YOUR OBJECTIVE: Everything from the line containing "I need the junctions" through the final line of the listing below should be given again, word for word, and nothing else.

+ + + + + + +

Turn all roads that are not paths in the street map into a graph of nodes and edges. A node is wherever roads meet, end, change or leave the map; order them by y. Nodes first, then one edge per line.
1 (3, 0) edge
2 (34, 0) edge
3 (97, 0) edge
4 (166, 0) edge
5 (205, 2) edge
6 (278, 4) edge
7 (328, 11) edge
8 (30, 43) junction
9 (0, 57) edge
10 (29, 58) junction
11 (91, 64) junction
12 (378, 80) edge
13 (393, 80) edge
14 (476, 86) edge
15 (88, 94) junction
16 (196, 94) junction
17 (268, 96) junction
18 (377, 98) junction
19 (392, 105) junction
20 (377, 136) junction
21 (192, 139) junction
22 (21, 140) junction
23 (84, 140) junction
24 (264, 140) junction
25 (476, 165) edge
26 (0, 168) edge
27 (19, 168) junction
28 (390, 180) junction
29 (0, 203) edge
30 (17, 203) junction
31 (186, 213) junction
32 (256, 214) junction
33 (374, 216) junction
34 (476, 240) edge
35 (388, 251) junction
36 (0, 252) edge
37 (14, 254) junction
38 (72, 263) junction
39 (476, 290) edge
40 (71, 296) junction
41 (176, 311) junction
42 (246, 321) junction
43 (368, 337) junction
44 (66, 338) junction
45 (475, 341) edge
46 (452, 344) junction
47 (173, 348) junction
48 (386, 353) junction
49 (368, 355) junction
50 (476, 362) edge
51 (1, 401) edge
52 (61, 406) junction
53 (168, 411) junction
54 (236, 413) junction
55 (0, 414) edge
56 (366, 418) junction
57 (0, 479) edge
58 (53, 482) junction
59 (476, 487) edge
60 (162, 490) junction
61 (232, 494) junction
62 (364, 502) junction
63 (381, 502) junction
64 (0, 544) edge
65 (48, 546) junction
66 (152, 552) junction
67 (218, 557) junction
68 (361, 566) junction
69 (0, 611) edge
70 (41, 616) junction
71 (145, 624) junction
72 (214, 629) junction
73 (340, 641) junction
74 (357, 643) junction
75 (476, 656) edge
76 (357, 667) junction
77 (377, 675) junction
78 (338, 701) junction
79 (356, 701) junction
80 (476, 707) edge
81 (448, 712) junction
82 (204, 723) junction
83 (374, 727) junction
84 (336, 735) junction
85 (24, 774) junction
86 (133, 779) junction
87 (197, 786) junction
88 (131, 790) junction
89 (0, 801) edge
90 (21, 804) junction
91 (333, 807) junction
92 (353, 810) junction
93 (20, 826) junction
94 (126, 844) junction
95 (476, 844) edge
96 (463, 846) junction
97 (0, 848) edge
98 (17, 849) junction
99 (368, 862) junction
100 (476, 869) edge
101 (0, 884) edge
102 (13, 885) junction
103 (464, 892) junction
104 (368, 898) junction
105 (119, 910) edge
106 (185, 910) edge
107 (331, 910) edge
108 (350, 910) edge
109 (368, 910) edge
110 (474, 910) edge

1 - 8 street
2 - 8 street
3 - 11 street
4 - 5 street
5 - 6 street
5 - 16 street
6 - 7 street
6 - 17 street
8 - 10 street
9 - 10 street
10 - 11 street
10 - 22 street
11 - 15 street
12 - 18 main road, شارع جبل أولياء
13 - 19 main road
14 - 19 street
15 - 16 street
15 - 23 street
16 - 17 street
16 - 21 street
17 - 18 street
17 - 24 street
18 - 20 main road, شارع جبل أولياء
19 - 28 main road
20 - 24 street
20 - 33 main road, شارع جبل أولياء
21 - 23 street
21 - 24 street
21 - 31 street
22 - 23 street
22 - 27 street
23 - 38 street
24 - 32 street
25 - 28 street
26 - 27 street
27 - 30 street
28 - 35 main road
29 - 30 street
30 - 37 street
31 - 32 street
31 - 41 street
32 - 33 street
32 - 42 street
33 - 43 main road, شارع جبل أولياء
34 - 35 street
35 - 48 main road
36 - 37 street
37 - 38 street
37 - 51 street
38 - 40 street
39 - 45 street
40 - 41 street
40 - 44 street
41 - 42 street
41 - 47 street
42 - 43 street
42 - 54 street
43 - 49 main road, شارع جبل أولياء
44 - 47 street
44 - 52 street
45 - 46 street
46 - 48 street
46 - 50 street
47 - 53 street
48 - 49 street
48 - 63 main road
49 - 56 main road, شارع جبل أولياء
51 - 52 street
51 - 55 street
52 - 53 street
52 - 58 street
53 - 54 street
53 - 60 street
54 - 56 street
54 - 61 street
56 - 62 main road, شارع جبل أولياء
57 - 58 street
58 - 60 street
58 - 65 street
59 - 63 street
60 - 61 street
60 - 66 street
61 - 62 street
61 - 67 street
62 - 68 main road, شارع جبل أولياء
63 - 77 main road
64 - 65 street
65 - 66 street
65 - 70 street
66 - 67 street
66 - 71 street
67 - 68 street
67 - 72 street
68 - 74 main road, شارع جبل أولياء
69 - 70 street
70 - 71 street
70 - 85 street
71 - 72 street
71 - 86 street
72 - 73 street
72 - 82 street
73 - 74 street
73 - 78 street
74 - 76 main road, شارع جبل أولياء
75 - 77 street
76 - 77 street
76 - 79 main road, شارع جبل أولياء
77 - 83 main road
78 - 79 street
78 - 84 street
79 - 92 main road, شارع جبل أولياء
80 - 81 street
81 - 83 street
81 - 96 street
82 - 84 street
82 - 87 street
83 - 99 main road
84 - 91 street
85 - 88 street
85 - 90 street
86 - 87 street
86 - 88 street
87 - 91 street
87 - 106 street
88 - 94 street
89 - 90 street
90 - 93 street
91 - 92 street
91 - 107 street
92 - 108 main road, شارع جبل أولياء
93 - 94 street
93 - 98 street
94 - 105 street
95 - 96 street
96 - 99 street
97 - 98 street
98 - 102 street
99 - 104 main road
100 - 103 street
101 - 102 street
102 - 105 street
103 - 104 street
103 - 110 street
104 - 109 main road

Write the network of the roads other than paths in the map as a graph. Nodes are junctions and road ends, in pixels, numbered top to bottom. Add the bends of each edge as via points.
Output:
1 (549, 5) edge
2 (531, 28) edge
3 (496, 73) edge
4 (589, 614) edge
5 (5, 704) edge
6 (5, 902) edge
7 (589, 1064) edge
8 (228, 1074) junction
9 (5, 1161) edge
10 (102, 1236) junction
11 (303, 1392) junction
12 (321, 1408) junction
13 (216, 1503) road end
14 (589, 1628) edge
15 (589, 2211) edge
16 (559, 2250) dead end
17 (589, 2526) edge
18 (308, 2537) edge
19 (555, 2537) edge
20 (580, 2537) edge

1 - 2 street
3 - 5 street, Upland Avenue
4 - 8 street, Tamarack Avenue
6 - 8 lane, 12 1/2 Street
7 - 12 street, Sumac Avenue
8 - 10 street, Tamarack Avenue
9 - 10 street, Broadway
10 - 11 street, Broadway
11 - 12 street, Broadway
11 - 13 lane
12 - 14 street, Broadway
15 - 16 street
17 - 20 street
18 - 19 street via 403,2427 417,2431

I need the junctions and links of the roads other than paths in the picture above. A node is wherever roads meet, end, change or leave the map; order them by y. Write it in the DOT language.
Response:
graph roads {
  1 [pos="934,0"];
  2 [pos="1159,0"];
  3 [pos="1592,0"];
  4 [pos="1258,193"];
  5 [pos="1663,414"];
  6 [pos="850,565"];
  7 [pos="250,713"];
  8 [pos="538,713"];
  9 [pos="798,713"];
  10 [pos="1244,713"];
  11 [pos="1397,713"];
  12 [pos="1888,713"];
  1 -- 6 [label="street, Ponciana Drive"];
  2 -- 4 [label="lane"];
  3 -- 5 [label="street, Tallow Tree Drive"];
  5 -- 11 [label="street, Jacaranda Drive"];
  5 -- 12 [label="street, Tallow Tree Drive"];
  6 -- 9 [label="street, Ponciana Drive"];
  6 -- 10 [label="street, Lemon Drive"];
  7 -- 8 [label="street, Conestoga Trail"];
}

+ + + + + + +

OUTPUT OF THE EXERCISE:
I need the junctions and links of the roads other than paths in the picture above. A node is wherever roads meet, end, change or leave the map; order them by y. Write it in the DOT language.
Response:
graph roads {
  1 [pos="934,0"];
  2 [pos="1159,0"];
  3 [pos="1592,0"];
  4 [pos="1258,193"];
  5 [pos="1663,414"];
  6 [pos="850,565"];
  7 [pos="250,713"];
  8 [pos="538,713"];
  9 [pos="798,713"];
  10 [pos="1244,713"];
  11 [pos="1397,713"];
  12 [pos="1888,713"];
  1 -- 6 [label="street, Ponciana Drive"];
  2 -- 4 [label="lane"];
  3 -- 5 [label="street, Tallow Tree Drive"];
  5 -- 11 [label="street, Jacaranda Drive"];
  5 -- 12 [label="street, Tallow Tree Drive"];
  6 -- 9 [label="street, Ponciana Drive"];
  6 -- 10 [label="street, Lemon Drive"];
  7 -- 8 [label="street, Conestoga Trail"];
}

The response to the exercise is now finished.